For a time the two industries developed what proved a natural synergy. The railroads provided a convenient route for telegraph wires, and the telegraph allowed more efficient use of single-track lines by sending information about traffic to oncoming trains.

The main thrust of the B&O was the race to reach the Ohio River and tap into the enormous freight market to and from the West. By the early 1850s rail lines had already been laid to Lake Erie. The Pennsylvania Railroad had reached Pittsburgh. The skilled B&O engineer Benjamin Latrobe, Jr., oversaw the completion of the 11 tunnels and 113 bridges needed to connect the final stretch of his line to Wheeling. The arrival of the first B&O train in that city on New Year’s Day 1853 brought a big boost in revenues.

Because it snaked through both Maryland and Virginia, the B&O became a source of contention during the Civil War. Confederate Col. Thomas J. Jackson, later known as Stonewall, regretted destroying the efforts of so much labor in 1861, writing, “It was a sad work; but I had my orders.” The Southerners confiscated locomotives and tore up tracks. Steel rails and prefabricated bridges speeded repairs as the line suffered repeated attacks throughout the conflict.

After the war, the company pushed the B&O across the Ohio. The first bridge, begun 1868, took more than three years to complete. About the same time, the B&O, already a major mover of coal, established a line to Pittsburgh and began to share in the bonanza of the burgeoning coke and iron industry there.
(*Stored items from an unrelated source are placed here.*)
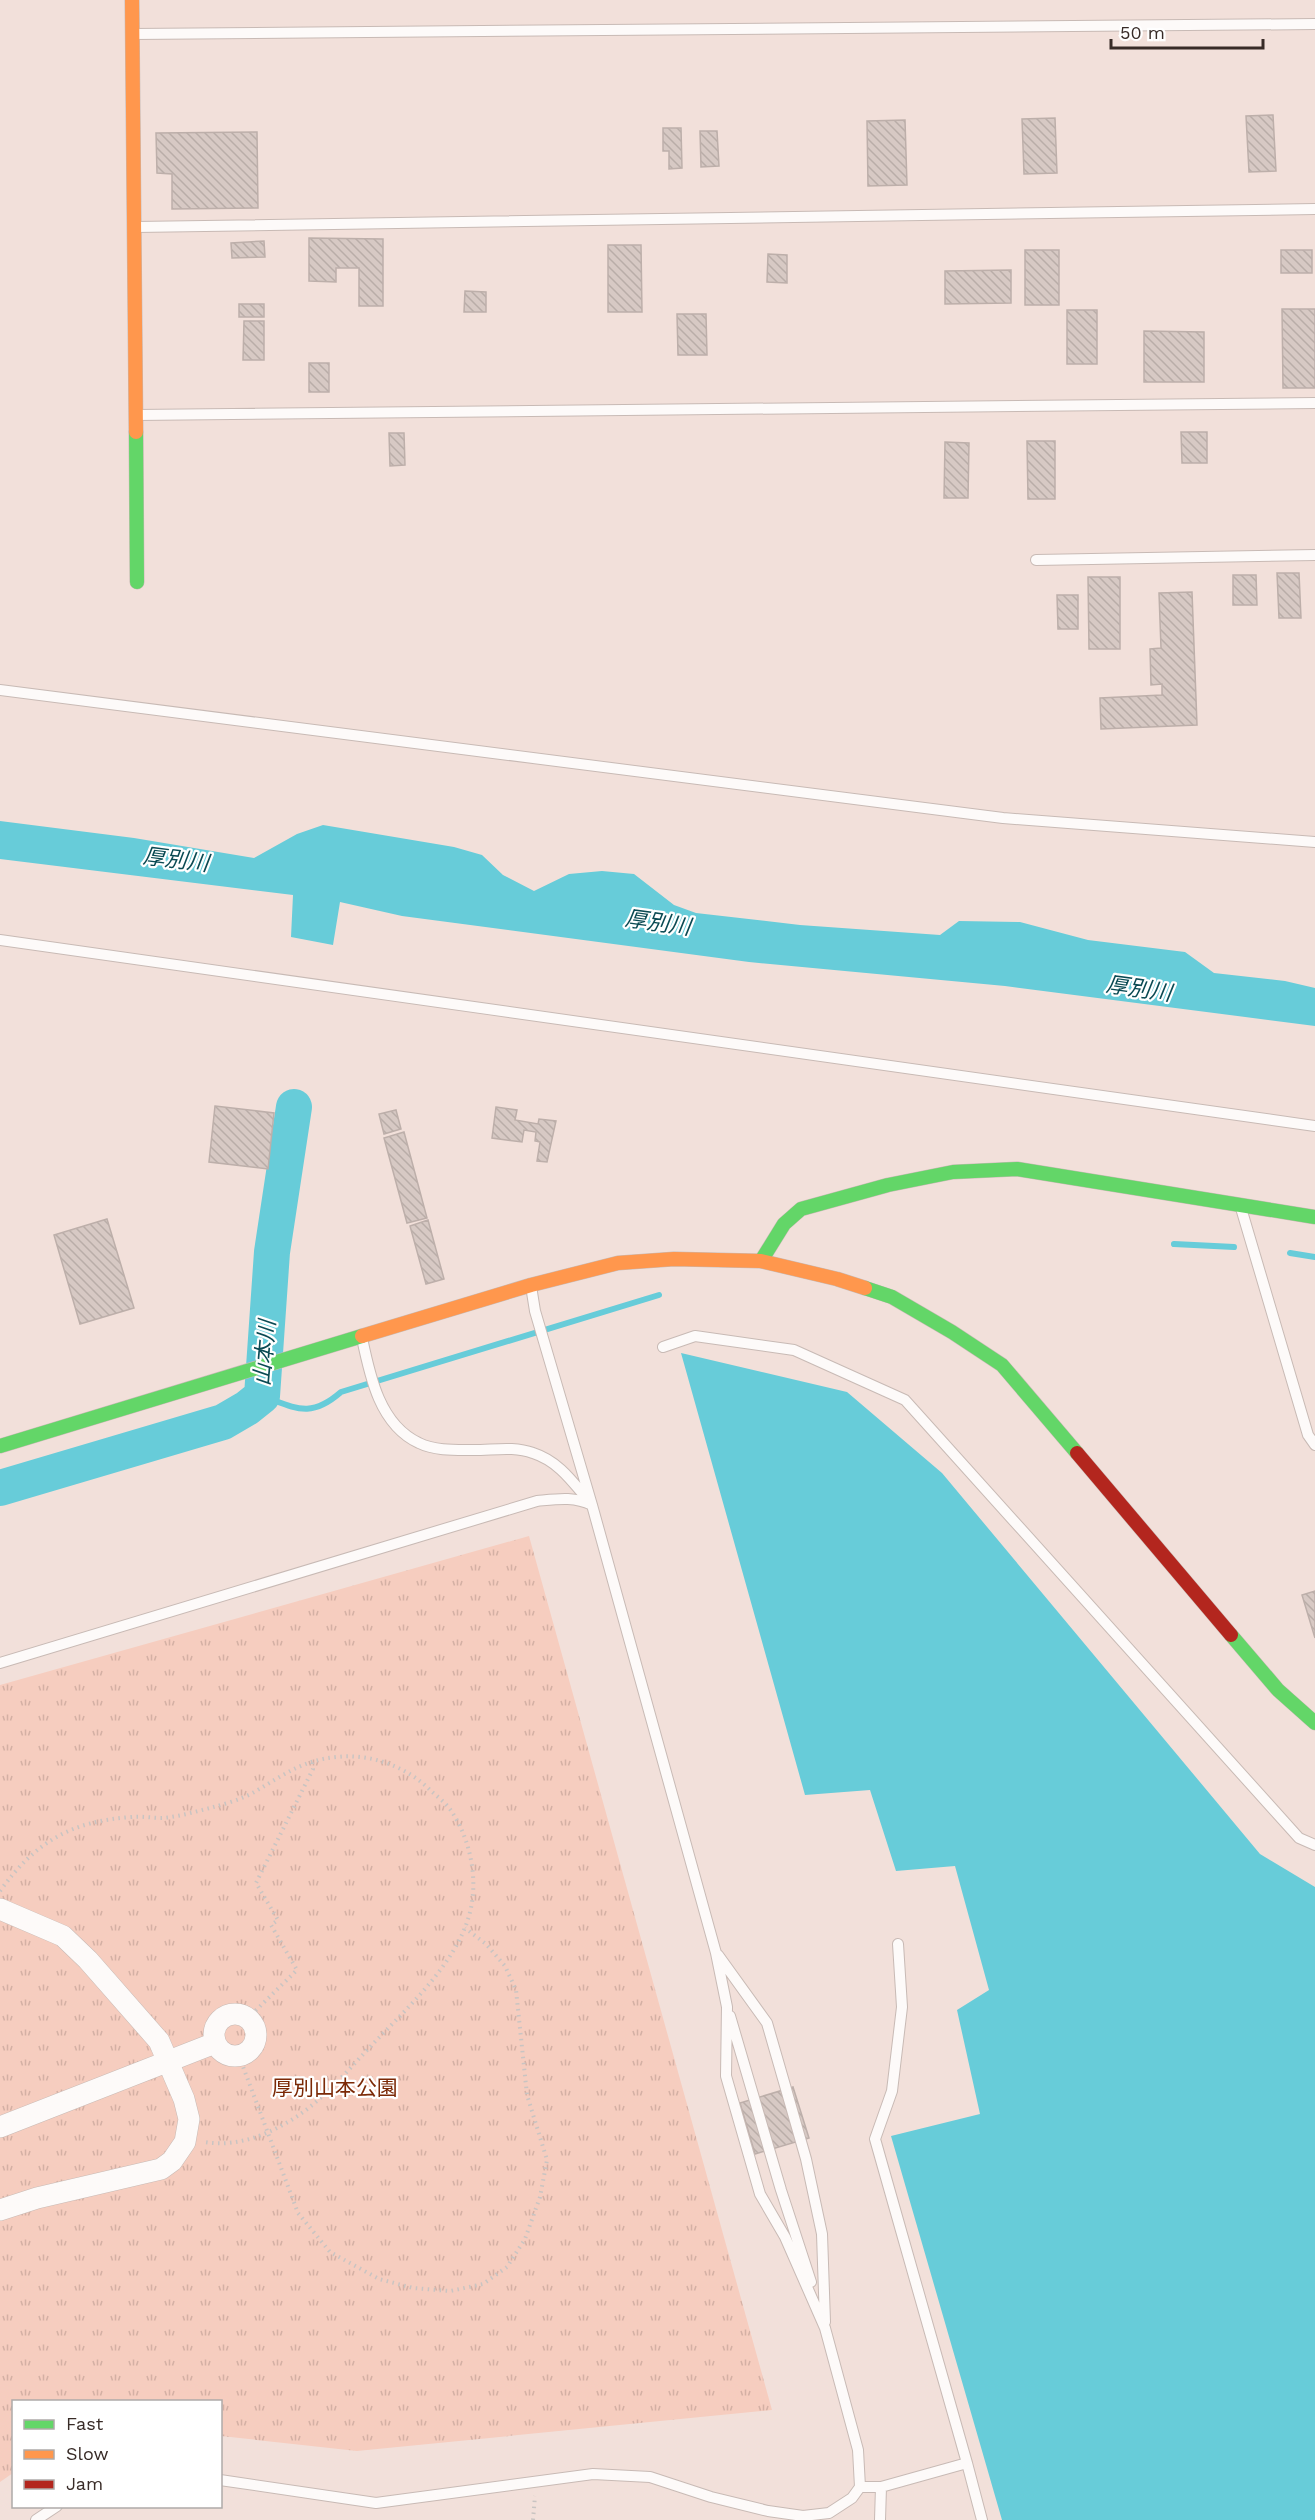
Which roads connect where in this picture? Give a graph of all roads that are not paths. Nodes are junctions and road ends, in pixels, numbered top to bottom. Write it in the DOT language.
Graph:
graph roads {
  1 [pos="132,0"];
  2 [pos="1315,24"];
  3 [pos="132,34"];
  4 [pos="1315,209"];
  5 [pos="134,227"];
  6 [pos="1315,403"];
  7 [pos="136,415"];
  8 [pos="1315,555"];
  9 [pos="1036,560"];
  10 [pos="138,582"];
  11 [pos="0,690"];
  12 [pos="1315,842"];
  13 [pos="0,940"];
  14 [pos="1315,1126"];
  15 [pos="1240,1205"];
  16 [pos="1315,1216"];
  17 [pos="761,1262"];
  18 [pos="531,1286"];
  19 [pos="362,1338"];
  20 [pos="663,1347"];
  21 [pos="0,1446"];
  22 [pos="1315,1446"];
  23 [pos="592,1505"];
  24 [pos="0,1663"];
  25 [pos="1315,1723"];
  26 [pos="1315,1845"];
  27 [pos="0,1909"];
  28 [pos="898,1944"];
  29 [pos="716,1953"];
  30 [pos="727,2007"];
  31 [pos="216,2043"];
  32 [pos="168,2062"];
  33 [pos="0,2127"];
  34 [pos="0,2210"];
  35 [pos="825,2328"];
  36 [pos="967,2463"];
  37 [pos="222,2480"];
  38 [pos="860,2487"];
  39 [pos="881,2487"];
  40 [pos="54,2508"];
  41 [pos="36,2520"];
  42 [pos="880,2520"];
  43 [pos="982,2520"];
  1 -- 3 [label="street"];
  2 -- 3 [label="lane"];
  3 -- 5 [label="street"];
  4 -- 5 [label="lane"];
  5 -- 7 [label="street"];
  6 -- 7 [label="lane"];
  7 -- 10 [label="street"];
  8 -- 9 [label="lane"];
  11 -- 12 [label="lane"];
  13 -- 14 [label="lane"];
  15 -- 16 [label="street"];
  15 -- 17 [label="street"];
  15 -- 22 [label="lane"];
  17 -- 18 [label="street"];
  17 -- 25 [label="street"];
  18 -- 19 [label="street"];
  18 -- 23 [label="lane"];
  19 -- 21 [label="street"];
  19 -- 23 [label="lane"];
  20 -- 26 [label="lane"];
  23 -- 24 [label="lane"];
  23 -- 29 [label="lane"];
  27 -- 32 [label="street"];
  28 -- 36 [label="lane"];
  29 -- 30 [label="lane"];
  29 -- 35 [label="lane"];
  30 -- 35 [label="lane"];
  30 -- 35 [label="lane"];
  31 -- 31 [label="street"];
  31 -- 32 [label="street"];
  32 -- 33 [label="street"];
  32 -- 34 [label="street"];
  35 -- 38 [label="lane"];
  36 -- 39 [label="lane"];
  36 -- 43 [label="lane"];
  37 -- 38 [label="lane"];
  38 -- 39 [label="lane"];
  39 -- 42 [label="lane"];
  40 -- 41 [label="lane"];
}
The line connected to Chicago in 1874, and the firm took over other lines to reach St. Louis by 1893. Like other major trunk lines, the B&O became noted for its luxurious passenger trains. Its Capitol Limited, from Chicago to Washington, carried notables from the Midwest to the nation’s capital for years.

By the end of the century, the B&O had laid or acquired 5,800 miles of track—and had gone bankrupt. The frenzy of railroad building in the second half of the nineteenth century had created a surplus of capacity that plagued the industry for decades. The company was reorganized and continued to operate.

In 1925 the B&O introduced its first diesel locomotive, and by the end of the 1940s steam engines were obsolete. Searching for economies during the 1950s, lines began a series of mergers. The Chesapeake & Ohio Railroad bought a controlling interest in the B&O in the early 1960s but continued to operate it as an independent line. Additional mergers produced the Chessie System in the 1970s and the CSX Corporation in the 1980s. In 1986 the B&O was absorbed into CSX, and its history ended. Many miles of B&O track were abandoned.

Over 180 years, the railroads have made a tremendous contribution to the national prosperity, and they remain today one of the most critical parts of our infrastructure. Though the B&O has disappeared (except on the Monopoly board) its historical importance cannot be diminished. It began it all.

—Jack Kelly writes often for American Heritage magazine and is the author of Gunpowder: Alchemy, Bombards, and Pyrotechnics—A History of the Explosive That Changed the World (Basic Books).